*** Available data ***
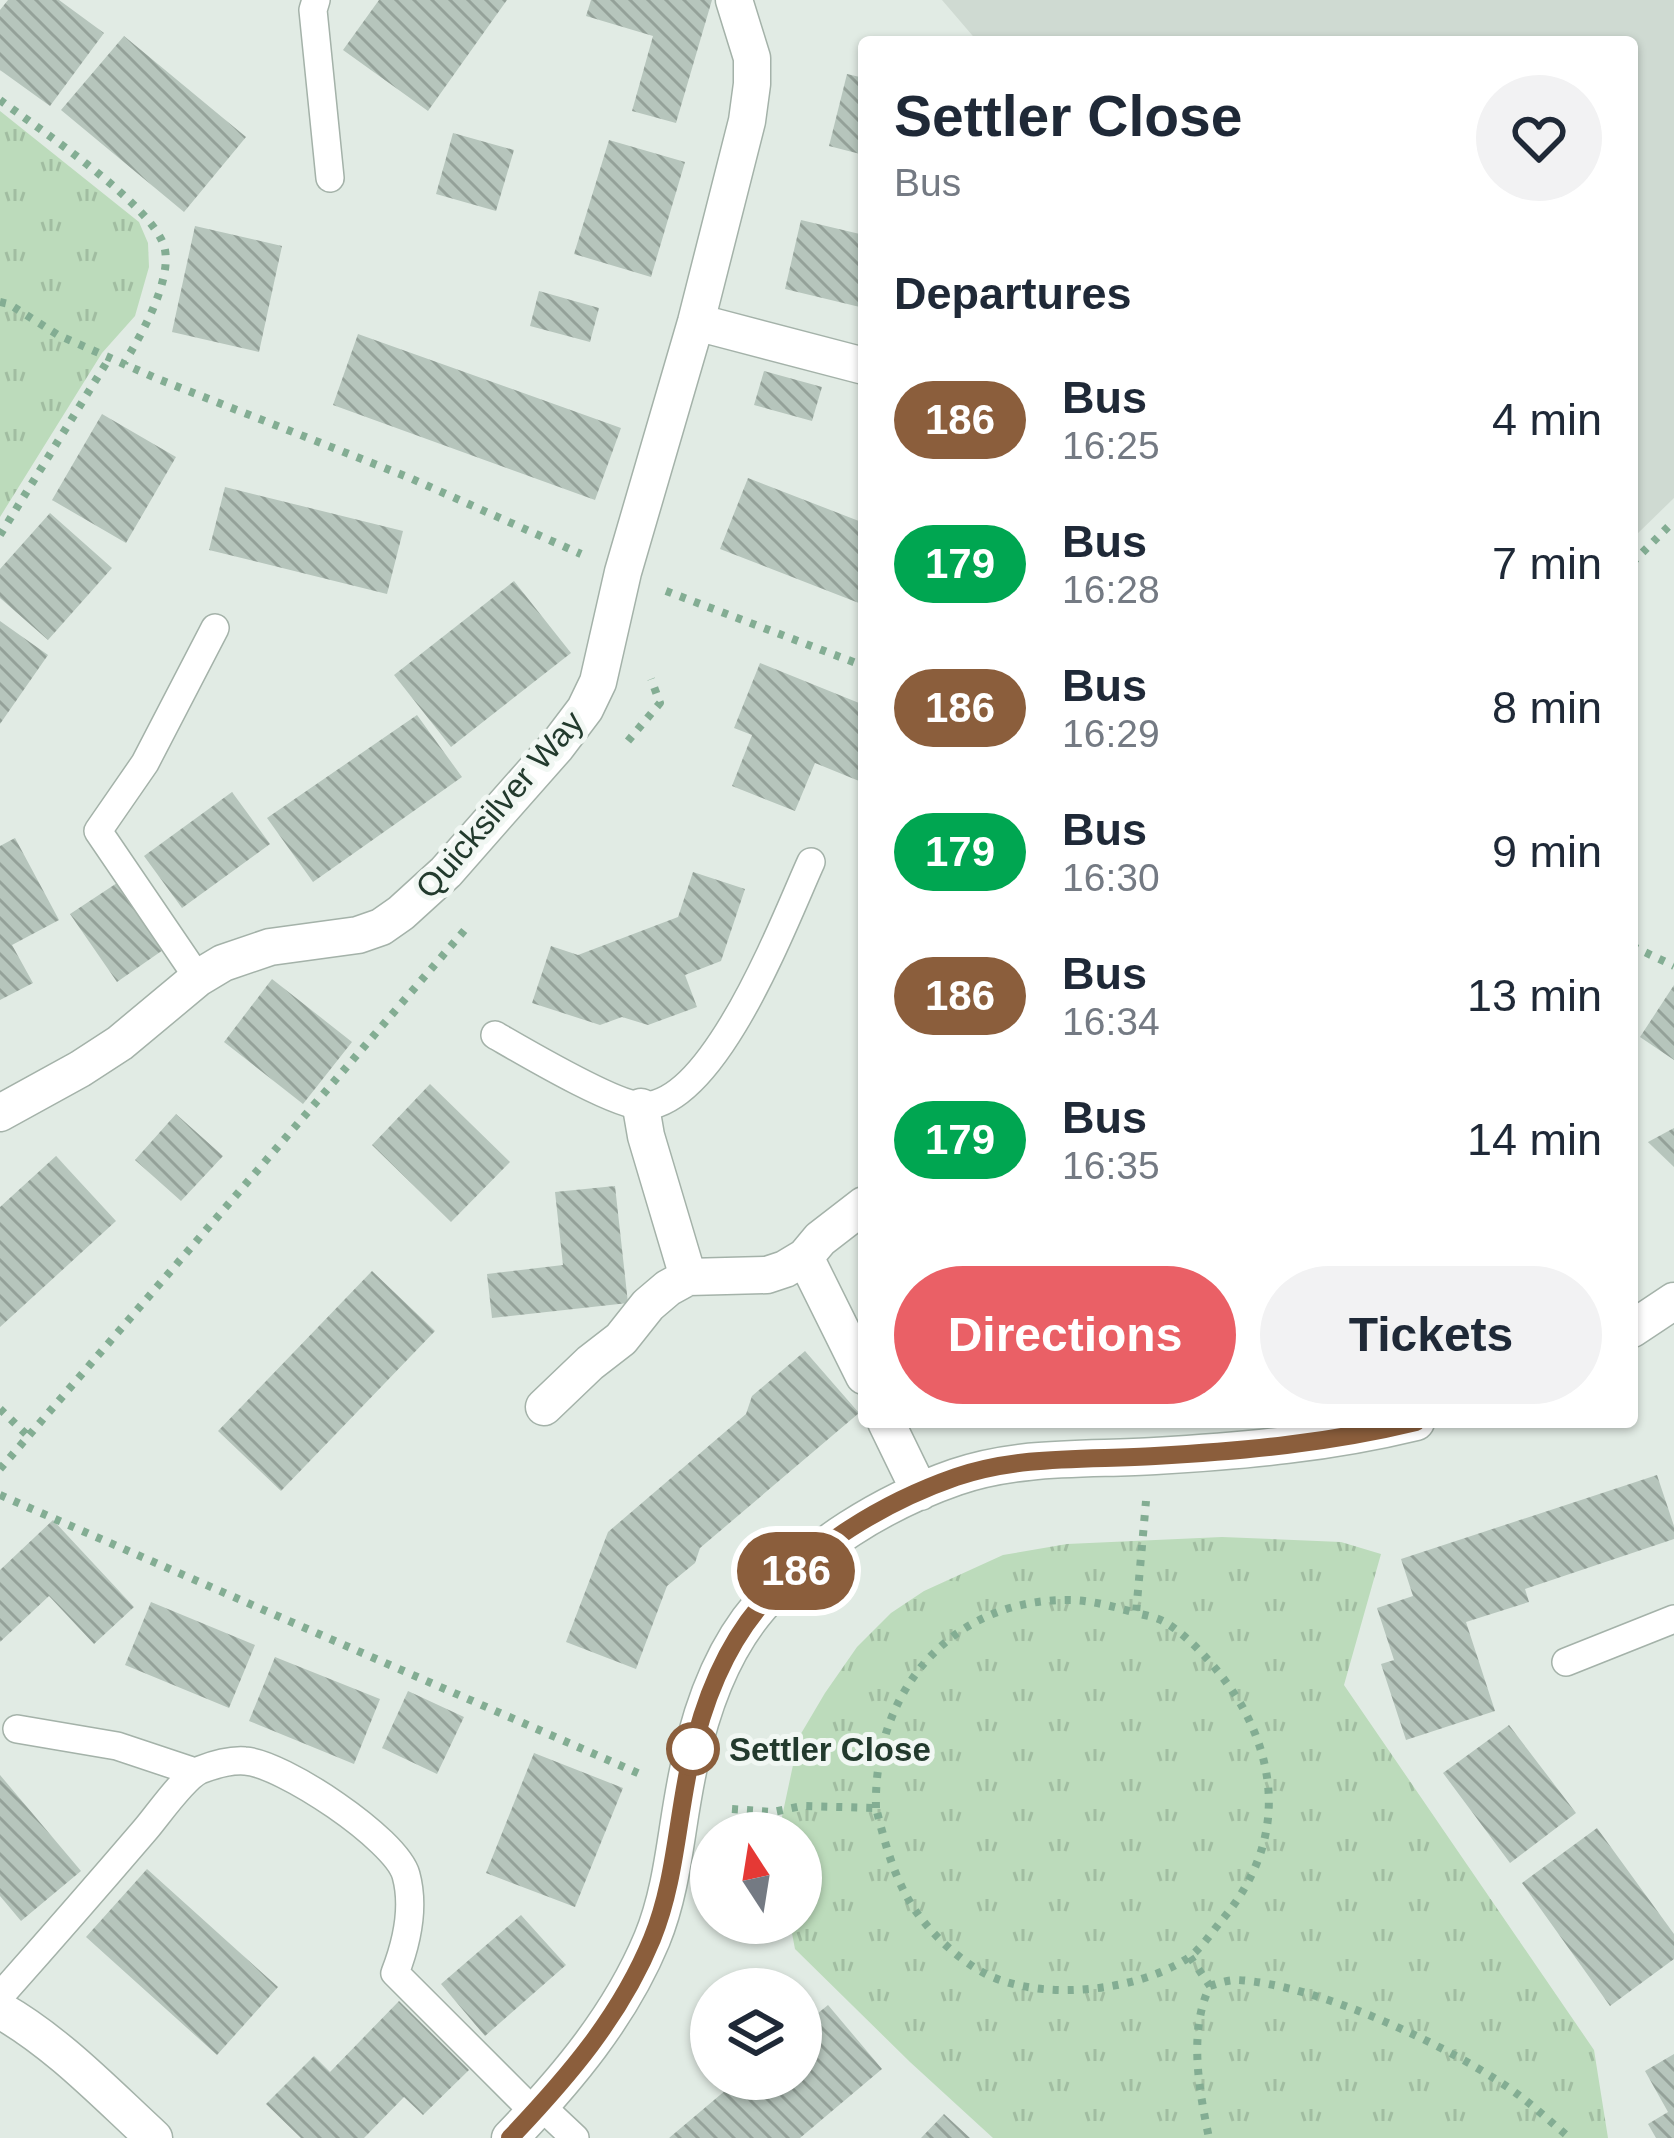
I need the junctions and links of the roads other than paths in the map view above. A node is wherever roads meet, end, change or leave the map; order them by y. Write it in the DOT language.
graph roads {
  1 [pos="316,0"];
  2 [pos="734,0"];
  3 [pos="330,178"];
  4 [pos="696,322"];
  5 [pos="858,364"];
  6 [pos="215,628"];
  7 [pos="811,862"];
  8 [pos="198,978"];
  9 [pos="495,1034"];
  10 [pos="641,1107"];
  11 [pos="0,1113"];
  12 [pos="858,1209"];
  13 [pos="805,1257"];
  14 [pos="688,1277"];
  15 [pos="1674,1300"];
  16 [pos="1638,1325"];
  17 [pos="858,1364"];
  18 [pos="544,1407"];
  19 [pos="889,1428"];
  20 [pos="1391,1428"];
  21 [pos="920,1492"];
  22 [pos="1674,1618"];
  23 [pos="1566,1662"];
  24 [pos="17,1729"];
  25 [pos="195,1772"];
  26 [pos="0,1996"];
  27 [pos="0,2010"];
  28 [pos="528,2119"];
  29 [pos="154,2138"];
  30 [pos="575,2138"];
  1 -- 3 [label="lane"];
  2 -- 4 [label="street, Quicksilver Way"];
  4 -- 5 [label="street"];
  4 -- 8 [label="street, Quicksilver Way"];
  6 -- 8 [label="lane"];
  7 -- 10 [label="lane"];
  8 -- 11 [label="street, Quicksilver Way"];
  9 -- 10 [label="lane"];
  10 -- 14 [label="street"];
  12 -- 13 [label="street"];
  13 -- 14 [label="street"];
  13 -- 17 [label="street"];
  14 -- 18 [label="street"];
  15 -- 16 [label="street"];
  19 -- 21 [label="street"];
  20 -- 21 [label="street"];
  21 -- 28 [label="street"];
  22 -- 23 [label="lane"];
  24 -- 25 [label="lane"];
  25 -- 26 [label="lane"];
  25 -- 28 [label="lane"];
  27 -- 29 [label="street"];
  28 -- 30 [label="lane"];
}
*** End of Available data ***
#### [What to produce]
Track down all lines above with the string "lane" and copy them.

#### [Exercise output]
  1 -- 3 [label="lane"];
  6 -- 8 [label="lane"];
  7 -- 10 [label="lane"];
  9 -- 10 [label="lane"];
  22 -- 23 [label="lane"];
  24 -- 25 [label="lane"];
  25 -- 26 [label="lane"];
  25 -- 28 [label="lane"];
  28 -- 30 [label="lane"];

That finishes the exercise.